Con il titolo singolare e scaramantico de "Il banchetto nell'aldilà", ha aperto i battenti ( o gli avelli ?) una mostra di corredi funebri, al museo archeologico nazionale di Adria, la mitica città etrusca - nei secoli passati porto così importante da dare il nome al mare Adriatico. La felice iniziativa nasce dalla collaborazione della direttrice del museo Simonetta Bonomi con la Soprintendenza Archeologica per il Veneto e il Comune di Adria.
Nella sala dominata al centro da un gigantesco dolio - ristrutturato, quasi "rammendato" dalle mani esperte dei restauratori - si respira un clima piacevolmente esoterico, quasi un magico tuffo nell'aldilà, simpaticamente rinvigorito dal pranzo, offerto alla fine, con un menù d'epoca, definito : "Aliquid cibi per il banchetto dell'aldilà".
La disposizione degli undici corredi tombali in apposite bacheche - sapientemente illuminate - si propone di illustrare i rituali funerari e la cultura degli abitanti di Adria tra il VI e il V secolo avanti Cristo ; la grande varietà degli oggetti e delle relative associazioni, offre il quadro della società multietnica che caratterizzava questo porto, suggestivo mix di civiltà diverse, il più importante dell'Alto Adriatico, durante la seconda metà del Vi sec. a.C. . E' possibile ammirare vasi di ceramica attica a figure nere e a figure rosse, servizi da vino di bronzo di produzione etrusca, contenitori di unguenti profumati di ceramica corinzia ed attica, come pure di pasta vitrea del Mediterraneo orientale, piccoli ornamenti da cintura e ceramiche di produzione veneta. I rituali funebri spesso rimandano ad usi contrastanti - data la presenza multietnica della popolazione - ma che non creavano dissenso, visto il pacifico convivere di etnie diverse. Nei decenni a cavallo tra il VI e il V secolo avanti Cristo, si consolidò l'uso di porre nelle tombe il necessario per un eterno banchetto nell'aldilà, rappresentato da ricchi vasellami di bronzo per la mescita e il consumo del vino e schidioni di ferro per la cottura delle carni, sintomo della profonda adesione alla cultura ellenica degli Etruschi adriati.

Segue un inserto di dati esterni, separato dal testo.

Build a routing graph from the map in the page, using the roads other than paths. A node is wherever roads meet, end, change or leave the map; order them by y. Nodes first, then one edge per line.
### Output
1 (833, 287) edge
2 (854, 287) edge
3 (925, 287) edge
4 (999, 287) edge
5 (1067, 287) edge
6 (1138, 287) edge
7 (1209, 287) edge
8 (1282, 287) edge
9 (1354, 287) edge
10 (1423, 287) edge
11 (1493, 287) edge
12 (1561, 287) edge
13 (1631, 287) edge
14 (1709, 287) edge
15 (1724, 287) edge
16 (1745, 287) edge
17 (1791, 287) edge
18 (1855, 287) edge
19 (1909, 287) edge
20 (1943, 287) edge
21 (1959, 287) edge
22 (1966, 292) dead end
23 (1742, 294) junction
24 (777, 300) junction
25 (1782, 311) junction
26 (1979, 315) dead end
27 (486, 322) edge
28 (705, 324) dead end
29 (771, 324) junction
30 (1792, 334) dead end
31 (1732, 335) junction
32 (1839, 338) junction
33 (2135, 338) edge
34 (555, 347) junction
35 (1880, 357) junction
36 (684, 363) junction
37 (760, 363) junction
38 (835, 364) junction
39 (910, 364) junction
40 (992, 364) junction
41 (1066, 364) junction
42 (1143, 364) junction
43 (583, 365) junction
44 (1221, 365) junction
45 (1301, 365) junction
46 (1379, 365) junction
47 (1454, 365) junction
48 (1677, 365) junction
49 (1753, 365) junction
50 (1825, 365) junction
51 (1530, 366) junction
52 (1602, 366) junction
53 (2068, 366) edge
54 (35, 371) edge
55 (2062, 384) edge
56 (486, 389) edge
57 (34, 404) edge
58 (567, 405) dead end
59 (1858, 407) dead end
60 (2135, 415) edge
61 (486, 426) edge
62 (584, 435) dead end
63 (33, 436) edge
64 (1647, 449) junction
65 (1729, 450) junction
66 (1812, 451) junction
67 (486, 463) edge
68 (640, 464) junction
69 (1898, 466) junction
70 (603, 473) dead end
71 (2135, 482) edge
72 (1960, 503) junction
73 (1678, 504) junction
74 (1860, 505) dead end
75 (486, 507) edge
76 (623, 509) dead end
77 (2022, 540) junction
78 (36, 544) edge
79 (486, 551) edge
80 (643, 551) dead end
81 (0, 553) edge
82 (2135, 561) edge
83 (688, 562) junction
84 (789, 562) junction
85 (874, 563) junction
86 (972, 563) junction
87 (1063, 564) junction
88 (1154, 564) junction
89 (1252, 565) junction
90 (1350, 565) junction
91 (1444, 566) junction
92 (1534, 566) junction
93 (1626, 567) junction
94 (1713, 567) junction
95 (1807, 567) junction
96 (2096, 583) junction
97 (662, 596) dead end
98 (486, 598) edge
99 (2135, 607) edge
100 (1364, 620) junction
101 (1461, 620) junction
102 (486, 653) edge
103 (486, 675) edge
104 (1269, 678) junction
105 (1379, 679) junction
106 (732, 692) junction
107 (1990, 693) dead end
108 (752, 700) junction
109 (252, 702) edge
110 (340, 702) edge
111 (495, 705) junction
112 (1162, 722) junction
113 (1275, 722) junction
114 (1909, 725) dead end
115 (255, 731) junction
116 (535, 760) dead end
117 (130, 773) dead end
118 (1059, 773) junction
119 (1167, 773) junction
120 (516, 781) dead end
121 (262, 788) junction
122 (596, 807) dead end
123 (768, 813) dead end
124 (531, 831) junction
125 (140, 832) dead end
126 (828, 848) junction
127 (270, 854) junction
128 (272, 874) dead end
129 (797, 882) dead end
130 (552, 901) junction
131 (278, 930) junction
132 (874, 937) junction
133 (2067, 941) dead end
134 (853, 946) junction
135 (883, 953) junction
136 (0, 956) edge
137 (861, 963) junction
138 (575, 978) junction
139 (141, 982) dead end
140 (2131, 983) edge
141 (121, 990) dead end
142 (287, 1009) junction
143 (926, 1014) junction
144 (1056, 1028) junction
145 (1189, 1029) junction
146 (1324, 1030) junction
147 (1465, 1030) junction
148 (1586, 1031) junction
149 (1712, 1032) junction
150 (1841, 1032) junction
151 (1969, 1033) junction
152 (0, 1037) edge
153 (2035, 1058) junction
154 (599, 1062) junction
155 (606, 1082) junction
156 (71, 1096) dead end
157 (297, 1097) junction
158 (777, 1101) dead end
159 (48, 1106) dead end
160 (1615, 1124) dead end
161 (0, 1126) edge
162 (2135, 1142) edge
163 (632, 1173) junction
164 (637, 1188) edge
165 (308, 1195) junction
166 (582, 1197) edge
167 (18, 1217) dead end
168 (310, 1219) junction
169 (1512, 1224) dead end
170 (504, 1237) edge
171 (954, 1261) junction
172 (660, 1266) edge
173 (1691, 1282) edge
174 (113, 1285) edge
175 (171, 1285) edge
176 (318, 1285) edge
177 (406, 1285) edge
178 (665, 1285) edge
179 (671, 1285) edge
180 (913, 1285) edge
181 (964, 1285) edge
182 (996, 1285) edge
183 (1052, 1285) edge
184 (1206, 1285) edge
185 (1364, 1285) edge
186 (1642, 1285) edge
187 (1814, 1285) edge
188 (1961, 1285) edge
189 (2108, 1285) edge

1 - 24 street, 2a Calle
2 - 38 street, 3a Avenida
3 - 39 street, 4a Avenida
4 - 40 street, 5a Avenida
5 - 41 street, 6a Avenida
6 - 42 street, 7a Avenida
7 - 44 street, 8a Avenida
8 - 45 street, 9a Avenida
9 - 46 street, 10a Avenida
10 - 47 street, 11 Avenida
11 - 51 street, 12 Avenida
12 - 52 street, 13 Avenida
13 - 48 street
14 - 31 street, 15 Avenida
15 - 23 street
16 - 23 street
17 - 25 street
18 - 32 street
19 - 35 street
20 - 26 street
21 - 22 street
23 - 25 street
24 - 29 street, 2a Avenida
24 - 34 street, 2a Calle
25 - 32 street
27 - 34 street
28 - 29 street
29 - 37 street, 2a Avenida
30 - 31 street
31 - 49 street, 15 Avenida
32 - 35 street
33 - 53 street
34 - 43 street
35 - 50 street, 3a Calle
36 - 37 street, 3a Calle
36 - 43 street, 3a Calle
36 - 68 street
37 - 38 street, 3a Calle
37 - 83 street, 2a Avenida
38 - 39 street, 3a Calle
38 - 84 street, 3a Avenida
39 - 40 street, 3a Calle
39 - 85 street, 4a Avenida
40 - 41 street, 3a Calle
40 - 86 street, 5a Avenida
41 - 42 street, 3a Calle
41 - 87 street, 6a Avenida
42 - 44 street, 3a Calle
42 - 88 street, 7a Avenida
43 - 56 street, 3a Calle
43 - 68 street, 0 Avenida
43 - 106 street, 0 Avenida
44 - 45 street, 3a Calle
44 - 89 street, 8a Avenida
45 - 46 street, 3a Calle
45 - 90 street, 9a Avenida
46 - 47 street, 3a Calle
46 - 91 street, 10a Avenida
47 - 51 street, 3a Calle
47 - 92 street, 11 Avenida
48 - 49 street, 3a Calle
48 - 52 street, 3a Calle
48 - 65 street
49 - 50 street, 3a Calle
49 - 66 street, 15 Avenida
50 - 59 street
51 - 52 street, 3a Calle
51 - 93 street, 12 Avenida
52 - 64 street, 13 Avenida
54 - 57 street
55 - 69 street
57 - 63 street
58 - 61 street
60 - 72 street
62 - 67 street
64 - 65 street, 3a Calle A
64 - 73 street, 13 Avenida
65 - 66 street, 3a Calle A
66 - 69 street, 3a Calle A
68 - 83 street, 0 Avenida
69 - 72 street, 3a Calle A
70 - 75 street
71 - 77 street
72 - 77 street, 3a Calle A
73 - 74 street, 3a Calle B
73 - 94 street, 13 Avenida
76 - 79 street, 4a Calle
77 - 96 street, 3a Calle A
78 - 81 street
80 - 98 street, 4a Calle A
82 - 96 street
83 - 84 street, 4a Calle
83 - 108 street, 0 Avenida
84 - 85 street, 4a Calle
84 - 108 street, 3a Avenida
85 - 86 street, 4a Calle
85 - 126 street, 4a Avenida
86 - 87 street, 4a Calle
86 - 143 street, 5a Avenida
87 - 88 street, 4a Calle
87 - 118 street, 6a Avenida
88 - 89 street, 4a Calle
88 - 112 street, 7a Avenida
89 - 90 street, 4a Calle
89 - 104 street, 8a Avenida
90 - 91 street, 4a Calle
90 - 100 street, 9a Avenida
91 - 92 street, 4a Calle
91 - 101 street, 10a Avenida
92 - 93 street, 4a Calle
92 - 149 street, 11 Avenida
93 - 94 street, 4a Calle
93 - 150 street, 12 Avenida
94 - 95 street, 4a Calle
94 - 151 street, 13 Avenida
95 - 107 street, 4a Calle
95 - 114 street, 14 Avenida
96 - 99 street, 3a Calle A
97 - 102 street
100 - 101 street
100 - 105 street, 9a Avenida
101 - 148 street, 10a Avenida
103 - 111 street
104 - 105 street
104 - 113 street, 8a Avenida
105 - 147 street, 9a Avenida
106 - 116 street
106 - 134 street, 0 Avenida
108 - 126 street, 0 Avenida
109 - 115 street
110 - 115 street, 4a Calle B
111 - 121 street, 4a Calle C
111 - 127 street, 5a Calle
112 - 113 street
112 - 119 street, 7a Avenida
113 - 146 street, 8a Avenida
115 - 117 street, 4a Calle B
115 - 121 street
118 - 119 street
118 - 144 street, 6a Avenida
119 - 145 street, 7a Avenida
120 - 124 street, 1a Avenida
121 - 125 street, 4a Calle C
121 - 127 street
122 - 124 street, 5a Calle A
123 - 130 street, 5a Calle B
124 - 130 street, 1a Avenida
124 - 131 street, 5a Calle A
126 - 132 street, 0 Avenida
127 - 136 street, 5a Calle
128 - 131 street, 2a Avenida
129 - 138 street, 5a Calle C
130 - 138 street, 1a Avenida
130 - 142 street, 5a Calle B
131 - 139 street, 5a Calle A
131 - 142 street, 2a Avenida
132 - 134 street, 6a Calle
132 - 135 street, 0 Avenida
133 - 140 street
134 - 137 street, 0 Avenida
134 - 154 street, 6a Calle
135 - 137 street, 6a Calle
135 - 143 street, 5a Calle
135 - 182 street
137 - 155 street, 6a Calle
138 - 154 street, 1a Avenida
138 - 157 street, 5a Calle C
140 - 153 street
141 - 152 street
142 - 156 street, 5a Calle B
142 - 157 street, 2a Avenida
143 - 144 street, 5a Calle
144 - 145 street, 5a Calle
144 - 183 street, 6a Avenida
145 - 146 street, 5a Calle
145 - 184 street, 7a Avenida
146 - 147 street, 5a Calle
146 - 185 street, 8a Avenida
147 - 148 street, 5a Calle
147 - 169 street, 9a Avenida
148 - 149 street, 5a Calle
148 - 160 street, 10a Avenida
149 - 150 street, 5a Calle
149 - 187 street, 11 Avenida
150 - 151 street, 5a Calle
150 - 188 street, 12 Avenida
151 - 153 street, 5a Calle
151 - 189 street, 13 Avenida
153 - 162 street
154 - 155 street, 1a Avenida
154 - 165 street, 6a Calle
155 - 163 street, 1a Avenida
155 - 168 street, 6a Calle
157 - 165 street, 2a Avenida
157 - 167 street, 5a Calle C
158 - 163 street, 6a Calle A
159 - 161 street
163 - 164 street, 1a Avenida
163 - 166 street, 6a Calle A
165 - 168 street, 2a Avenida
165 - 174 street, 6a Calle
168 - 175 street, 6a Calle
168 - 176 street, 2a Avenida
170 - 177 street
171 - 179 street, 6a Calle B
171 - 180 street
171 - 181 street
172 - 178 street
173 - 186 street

Il ritrovamento fortunoso quanto fortunato della necropoli di Cà Cima, da cui provengono i corredi tombali, si riferisce ad un'ampia estensione di terreno posta a Nord-Est della città, dove già nel 1970 la Soprintendenza Archeologica per il Veneto eseguì - sotto la direzione di Umberto Dallemulle - alcune trincee di assaggio che portarono alla scoperta di un sepolcro comprendente tombe etrusche del III e II secolo a.C : e numerose tombe romane della prima età imperiale. Nel 1993 gli scavi per la posa di un metanodotto misero in luce un nucleo di tombe riferibili ai secoli VI e V a.C., il primo in assoluto di questo secolo, rinvenuto ad Adria. Nel '94 e '95, la Soprintendenza proseguì l'esplorazione sistematica del sepolcreto, individuando altre quaranta tombe preromane, databili entro un arco di tempo che corre tra il V e il III secolo a. C., a cui fecero seguito altri interessanti rinvenimenti.
La reale misura della straordinaria ampiezza dell'intera necropoli è stata rivelata dalle indagini preliminari alla realizzazione di una maxi-lottizzazione residenziale, finanziata dalla società Cà Cima di Adria - terminata nella primavera del '96 - che ha consentito di individuare altri due cospicui gruppi di tombe preromane e romane. Le diverse campagne di scavo finora svolte hanno solo aperto uno spiraglio sulla effettiva consistenza di questa necropoli, la cui esplorazione - ci dicono gli esperti e responsabili del museo - richiederà decenni di lavoro, un lavoro di estremo interesse per quanti hanno a cuore il passato della loro gente, il ritrovamento di radici composite e misteriose come quelle adriesi, che solo ora vanno prendendo luce, esposte in parte in un "banchetto" ultraterreno.